Am I dreaming? Jeremy Coney’s columns were a perpetual highlight of the magazine, erudite, compelling pieces of writing which talked of Harold Pinter’s love for cricket or drew lines between Snow White, Odysseus and the All Blacks. They were characterised by surreal anecdotes, dazzling leaps and the same kind of sparkling intellect which has long made his entry to the commentary booth such a delight.

And in his place we get Winston Peters, that most self-serving, career-before-country abomination of a politician, less than a year distant from his eviction fom parliament by the electorate after a series of  serious scandals, which tainted his very fibre and obliterated any shred of credibility. Golightly’s Muldoonist tendencies and rank cronyism bring him back in front of us. The only saving grace of the whole fiasco is that Peters has chosen his first column to celebrate the history of Maori rugby, an institution which has always rankled Golightly, who so loathes ‘racially selected teams’. Middle class white men have always been the staunchest defenders of ethnic equality.

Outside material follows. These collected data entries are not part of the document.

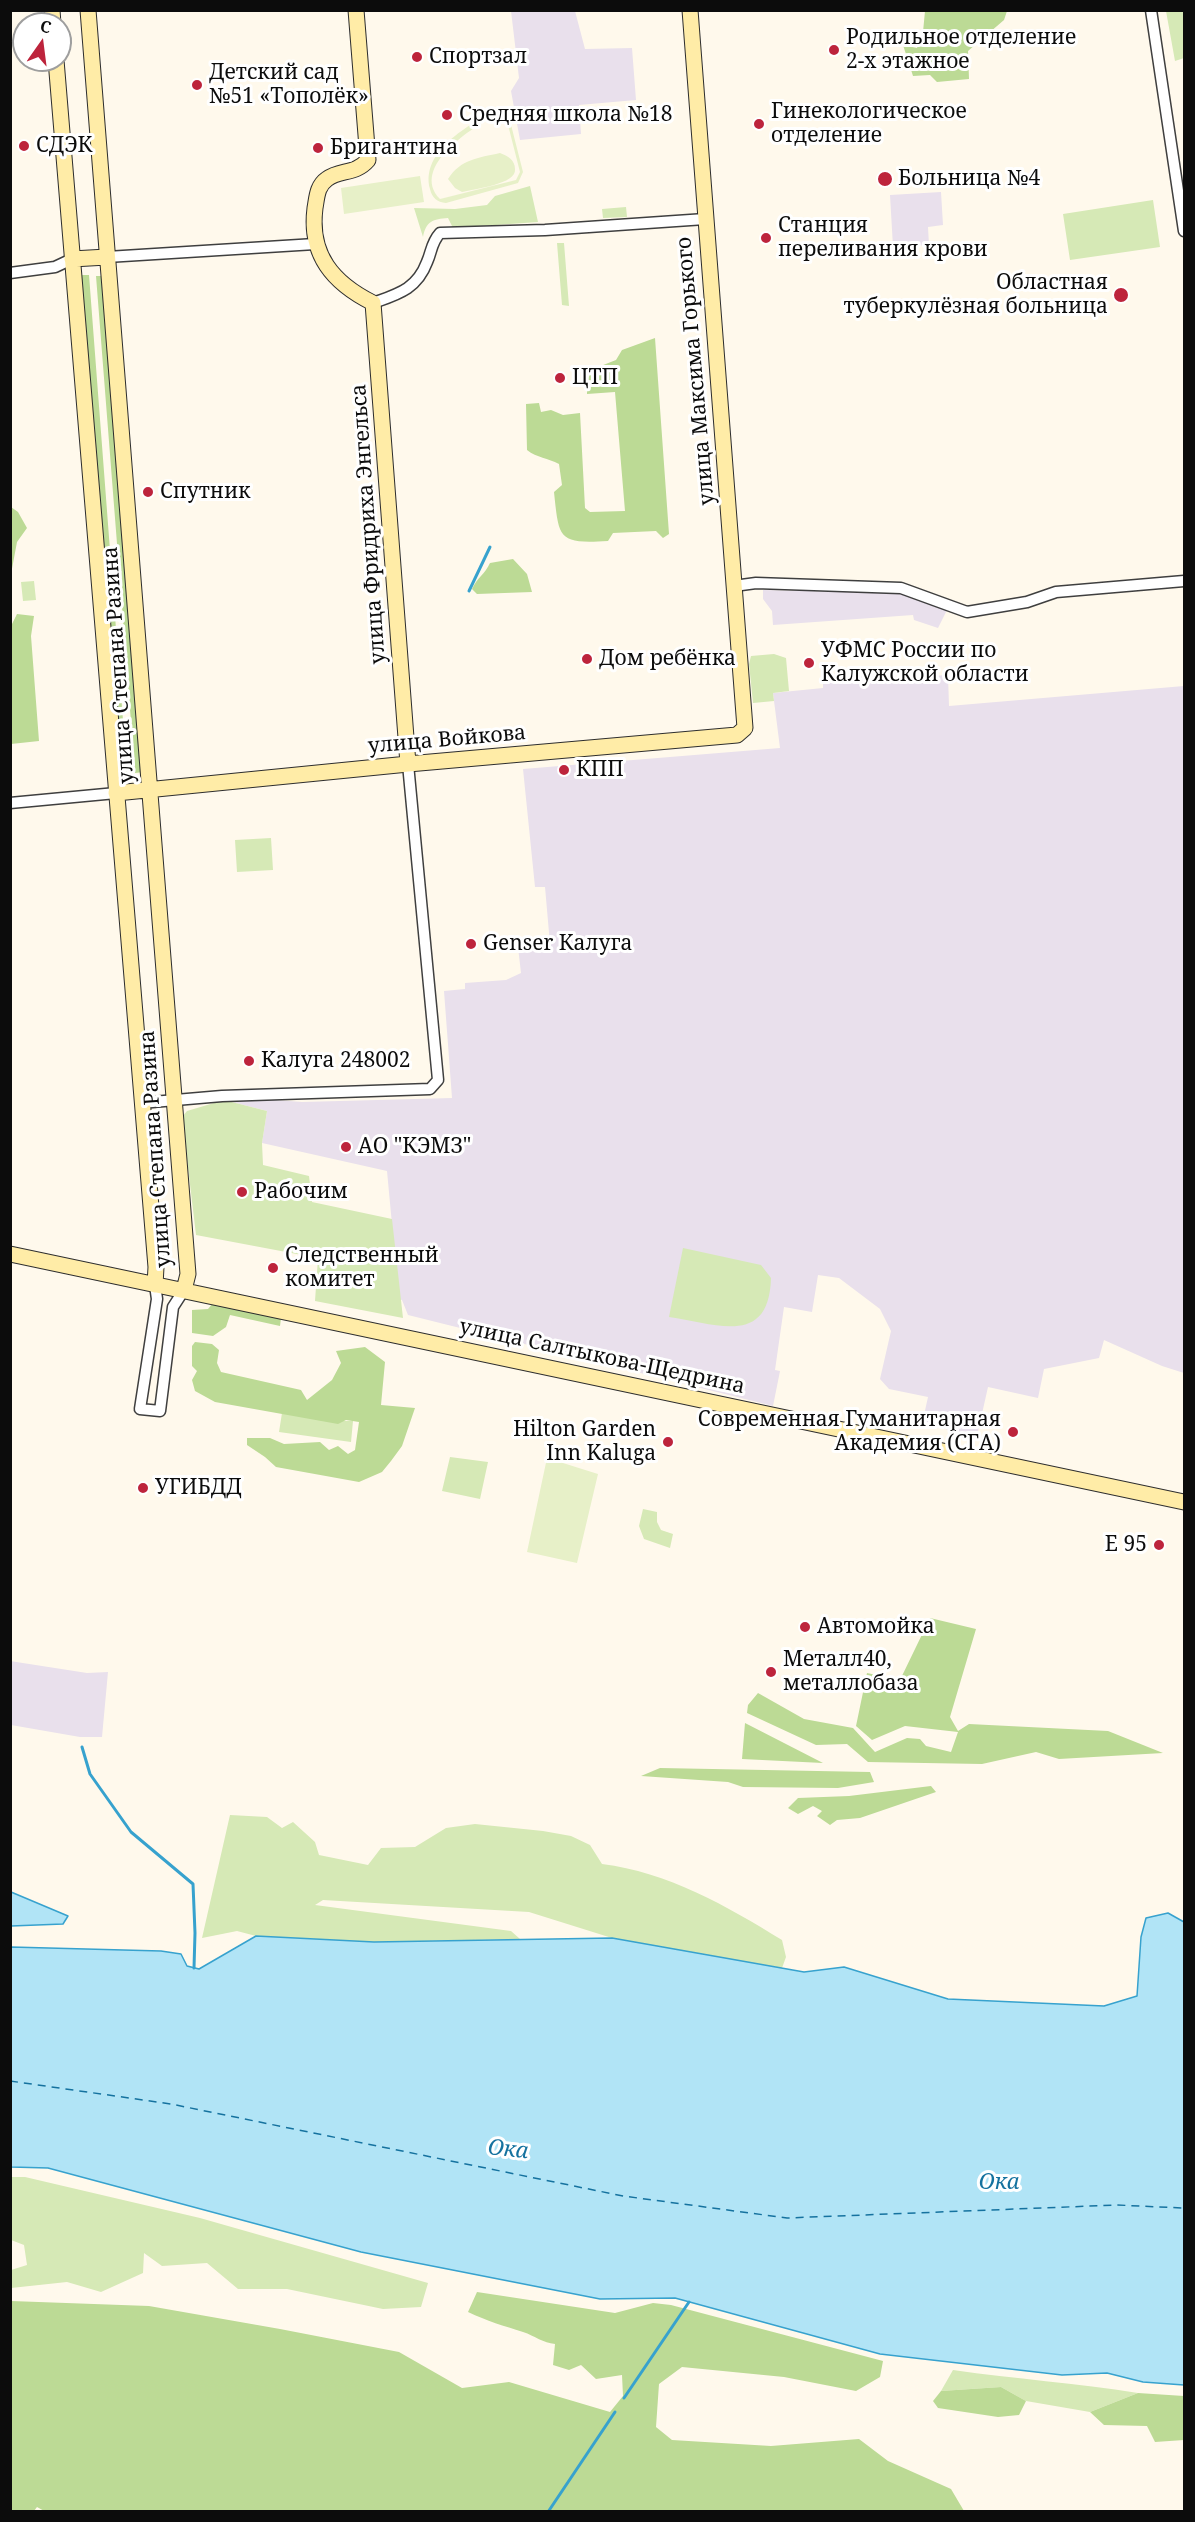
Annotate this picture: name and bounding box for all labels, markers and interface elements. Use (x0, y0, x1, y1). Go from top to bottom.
north arrow (12, 12, 72, 72)
text: С (38, 15, 54, 38)
place label: Родильное отделение 2-х этажное (846, 25, 1076, 75)
marker: Родильное отделение 2-х этажное (827, 43, 841, 57)
place label: Спортзал (429, 44, 527, 70)
marker: Спортзал (410, 50, 424, 64)
place label: Детский сад №51 «Тополёк» (209, 60, 369, 110)
marker: Детский сад №51 «Тополёк» (190, 78, 204, 92)
place label: Гинекологическое отделение (771, 99, 967, 149)
place label: Средняя школа №18 (459, 102, 673, 128)
marker: Средняя школа №18 (440, 108, 454, 122)
marker: Гинекологическое отделение (752, 117, 766, 131)
place label: СДЭК (36, 133, 92, 159)
place label: Бригантина (330, 135, 458, 161)
marker: СДЭК (17, 139, 31, 153)
marker: Бригантина (311, 141, 325, 155)
place label: Больница №4 (898, 166, 1040, 192)
marker: Больница №4 (876, 170, 894, 188)
place label: Станция переливания крови (778, 213, 988, 263)
marker: Станция переливания крови (759, 231, 773, 245)
street label: улица Максима Горького (672, 236, 720, 506)
place label: Областная туберкулёзная больница (844, 270, 1108, 320)
marker: Областная туберкулёзная больница (1112, 286, 1130, 304)
place label: ЦТП (572, 365, 618, 391)
marker: ЦТП (553, 371, 567, 385)
street label: улица Фридриха Энгельса (347, 383, 391, 665)
place label: Спутник (160, 479, 251, 505)
marker: Спутник (141, 485, 155, 499)
street label: улица Степана Разина (98, 545, 140, 785)
place label: УФМС России по Калужской области (821, 638, 1029, 688)
place label: Дом ребёнка (599, 646, 736, 672)
marker: Дом ребёнка (580, 652, 594, 666)
marker: УФМС России по Калужской области (802, 656, 816, 670)
street label: улица Войкова (367, 721, 527, 759)
place label: КПП (576, 757, 624, 783)
marker: КПП (557, 763, 571, 777)
place label: Genser Калуга (483, 931, 632, 957)
marker: Genser Калуга (464, 937, 478, 951)
street label: улица Степана Разина (135, 1029, 177, 1269)
place label: Калуга 248002 (261, 1048, 410, 1074)
marker: Калуга 248002 (242, 1054, 256, 1068)
place label: АО "КЭМЗ" (358, 1134, 471, 1160)
marker: АО "КЭМЗ" (339, 1140, 353, 1154)
place label: Рабочим (254, 1179, 348, 1205)
marker: Рабочим (235, 1185, 249, 1199)
place label: Следственный комитет (285, 1243, 439, 1293)
marker: Следственный комитет (266, 1261, 280, 1275)
street label: улица Салтыкова-Щедрина (457, 1314, 747, 1400)
place label: Современная Гуманитарная Академия (СГА) (698, 1407, 1001, 1457)
place label: Hilton Garden Inn Kaluga (513, 1417, 656, 1467)
marker: Современная Гуманитарная Академия (СГА) (1006, 1425, 1020, 1439)
marker: Hilton Garden Inn Kaluga (661, 1435, 675, 1449)
place label: УГИБДД (155, 1475, 242, 1501)
marker: УГИБДД (136, 1481, 150, 1495)
place label: Е 95 (1105, 1532, 1147, 1558)
marker: Е 95 (1152, 1538, 1166, 1552)
place label: Автомойка (817, 1614, 935, 1640)
marker: Автомойка (798, 1620, 812, 1634)
place label: Металл40, металлобаза (783, 1647, 919, 1697)
marker: Металл40, металлобаза (764, 1665, 778, 1679)
water label: Ока (486, 2135, 530, 2165)
water label: Ока (978, 2170, 1020, 2196)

The rest of the magazine is little better. The longest feature runs to six pages, and the entire thing is a mess of sidebars, TV listings and wacky facts, with none of the passion or vibrancy which characterised it under Young’s stewardship. Within one issue Golightly has drained the life from Sky Sport: The Magazine and suffused its spirit, turning it into an extended version of his Sunday News sports section, plodding, empty and riven with clichés. And New Zealand sport is much the poorer as a result.

– Duncan



Filed under Announcements, Dick-List, Reminiscing, Rugby

4 responses to “Giving Doug Golightly the Red Card

  1. this month’s cover makes irene van dkye look like luna lovegood. is there really anything more we need to learn about the saf shooter than can’t be gleaned from reading old womens weeklies at the fish n chip shop?

  2. Duncan

    I had to look Luna Lovegood up… Harry Potter references Benitez! we are a high falutin’ journal. But yeah that shots terrifying, the way she’s leering into the camera on a crazed angle. Very Kathy Bates, like the last thing you imagine seeing before you wake up and your legs have been amputated. But yeah, I feel like Van Dyke’s story, never all that diverting in the first place, is worn smooth now. But that’s Golightly way…

  3. SJ

    Golightly is an obnoxious (racist) red neck.

    If anyone accuses Kiwis of having chips on their shoulders (particularly against Britain), he is one damn good example of why!

  4. Aidan

    Great article. Why would anybody give that moron Golightly any kind of voice whatsoever? He really does typify the boorish, ignorant lout at the pub who talks over all disagreeing opinions. FOAD Golightly.